From our exploratory analysis, we can draw several conclusions:

1. There is a strong correlation between point differential and win rate, which makes intuitive sense.
2. Teams tend to perform better at home than away, as evidenced by the home win rate being higher than the away win rate.
3. Some teams show significant differences in their home versus away performance.

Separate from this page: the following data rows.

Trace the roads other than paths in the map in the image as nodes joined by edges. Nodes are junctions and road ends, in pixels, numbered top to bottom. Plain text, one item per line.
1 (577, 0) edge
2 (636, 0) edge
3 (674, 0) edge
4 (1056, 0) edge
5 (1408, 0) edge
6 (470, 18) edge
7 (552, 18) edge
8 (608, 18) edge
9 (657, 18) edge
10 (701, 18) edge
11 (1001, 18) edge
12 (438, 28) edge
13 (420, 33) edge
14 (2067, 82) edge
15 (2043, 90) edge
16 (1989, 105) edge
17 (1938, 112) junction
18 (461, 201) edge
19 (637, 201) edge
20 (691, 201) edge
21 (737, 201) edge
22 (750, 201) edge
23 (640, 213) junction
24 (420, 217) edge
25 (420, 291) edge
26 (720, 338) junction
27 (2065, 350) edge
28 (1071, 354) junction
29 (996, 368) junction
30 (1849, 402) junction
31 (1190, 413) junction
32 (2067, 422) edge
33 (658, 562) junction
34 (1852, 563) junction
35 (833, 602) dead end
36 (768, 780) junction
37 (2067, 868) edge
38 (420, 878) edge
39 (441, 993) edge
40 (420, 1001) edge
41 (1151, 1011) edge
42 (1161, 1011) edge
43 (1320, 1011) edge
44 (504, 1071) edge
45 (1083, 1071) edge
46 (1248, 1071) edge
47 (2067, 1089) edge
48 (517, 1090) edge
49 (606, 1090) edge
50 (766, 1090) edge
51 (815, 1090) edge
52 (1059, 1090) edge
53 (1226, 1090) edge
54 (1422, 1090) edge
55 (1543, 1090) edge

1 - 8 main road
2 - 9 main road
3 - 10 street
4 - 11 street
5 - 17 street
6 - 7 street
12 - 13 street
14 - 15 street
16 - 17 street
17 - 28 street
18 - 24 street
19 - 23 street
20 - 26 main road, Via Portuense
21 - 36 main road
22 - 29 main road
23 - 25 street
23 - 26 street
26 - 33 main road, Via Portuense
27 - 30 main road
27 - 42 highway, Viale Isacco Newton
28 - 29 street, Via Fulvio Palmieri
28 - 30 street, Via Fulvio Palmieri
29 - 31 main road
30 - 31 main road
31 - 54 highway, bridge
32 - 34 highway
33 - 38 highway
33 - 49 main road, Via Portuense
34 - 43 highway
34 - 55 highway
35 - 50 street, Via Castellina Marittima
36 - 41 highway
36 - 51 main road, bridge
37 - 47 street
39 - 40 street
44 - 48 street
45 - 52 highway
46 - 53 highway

Next steps for our analytics pipeline:

1. Build more advanced features that capture team form and momentum.
2. Engineer features that account for head-to-head matchups and historical performance.
3. Develop a predictive model using the engineered features to forecast game outcomes.
4. Evaluate the model's performance and refine it as needed.
5. Create a dashboard for visualizing predictions and team analytics.